A|BB|DDDD|AAAA|CCCCCCCCC
avg wait = 2.25 + 2.25d
abg run = 2.25 + 2.5d + 5 + (6 + 5d/4)
avg wait time went down, avg run time went up
(std dev/worst case) of (wait/run) <= fairness metric

FCFS + preemption = round robin

(buggy)
|A|B|C|D|A|B|C|D|A|C|D|A|C|D|A|CCCCC
avg wait time = 2.5d
avg TT = 12.25 + 11.24d
need to put new jobs at end of the queue to prevent large job starvation

Priorities - set by user or by system
FCFS priority: -arrival time
SJF priority: -run time

Real time scheduling - constraints that must be hit, or else.

hard real time: needs to work immediately(brakes, control software)
soft real time: earliest meetable deadline first (video player, if deadline missed, drop task)

Mars rover had 2 priorities: high, medium, and low. There is a bug with its priorities where
if a low priority task had a lock, and a high priority task has to wait for it, if a medium task
runs forever, since it won't have to use the lock, it takes over, leaving the high priority task
to hang in a problem known as priority inversion.

We fix this by temporarily having the high priority task lend its priority to the low priority task
with the lock so that it can finish.

More Scheduling

1 CPU, 1 Disk, many I/O requests. Which to do first?
A simple abstraction of a disk is an array, where the disk head is in one element, and the where it wants
to go is represented by another. The cost to access the array is the distance in the array away from
where the head is. Average seek time is between 1/4 and 1/2 the size of the array.
Simplest disk scheduler: FCFS

- lots of seeking
+ no starvation

Shortest seek time first (SSTF)

+ minimizes seek time
+ maximizes throughput
- more CPU time (not important because CPU is cheap compared to seek time)
- starvation

Combine FCFS (for batches) + SSTF (for within a batch).

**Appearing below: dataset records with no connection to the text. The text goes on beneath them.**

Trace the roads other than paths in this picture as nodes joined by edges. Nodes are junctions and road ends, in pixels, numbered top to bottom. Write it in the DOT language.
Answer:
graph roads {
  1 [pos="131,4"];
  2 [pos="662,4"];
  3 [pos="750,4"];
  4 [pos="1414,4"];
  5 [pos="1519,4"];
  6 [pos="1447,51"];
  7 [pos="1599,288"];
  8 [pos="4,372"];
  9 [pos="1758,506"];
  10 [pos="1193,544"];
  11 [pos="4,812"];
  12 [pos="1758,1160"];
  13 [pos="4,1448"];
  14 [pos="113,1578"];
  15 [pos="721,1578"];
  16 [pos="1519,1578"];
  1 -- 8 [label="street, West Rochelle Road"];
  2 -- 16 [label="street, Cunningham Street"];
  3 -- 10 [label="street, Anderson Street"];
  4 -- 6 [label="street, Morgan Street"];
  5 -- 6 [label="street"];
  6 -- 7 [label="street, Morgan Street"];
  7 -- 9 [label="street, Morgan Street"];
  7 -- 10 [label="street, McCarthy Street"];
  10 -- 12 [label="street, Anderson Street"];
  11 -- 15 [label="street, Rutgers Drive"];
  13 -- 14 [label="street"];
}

Elevator scheduling - SSTF in a positive direction.
Fairer would be cyclic elevator scheduling in which it goes in a cycle instead of top to
bottom to top. However, it would have less throughput.
Anticipatory scheduling - tries to guess what the next task will do, minimizing seeks.
In some case, it won't read and DALLY for the next read, anticipating that it will have spacial locality.

Most stuff here won't work with flash.

Cloud Computing Intro

Advantages

large shared resource
economies of scaling

Customers

short term commitment
can grow computing needs as needed "instantly"
unknown demand
varying demand

Disadvantages

payments - OS must meter the activities in way that is fair for customer and suppliers
resource management
security - data confidentiality, can solve by encrypting connections and data, but it affects performance
software licensing
data transfer - bottleneck
vendor lock in - once you choose one, you are stuck

Trust is the biggest problem we face, because in the end we have to trust the people building it.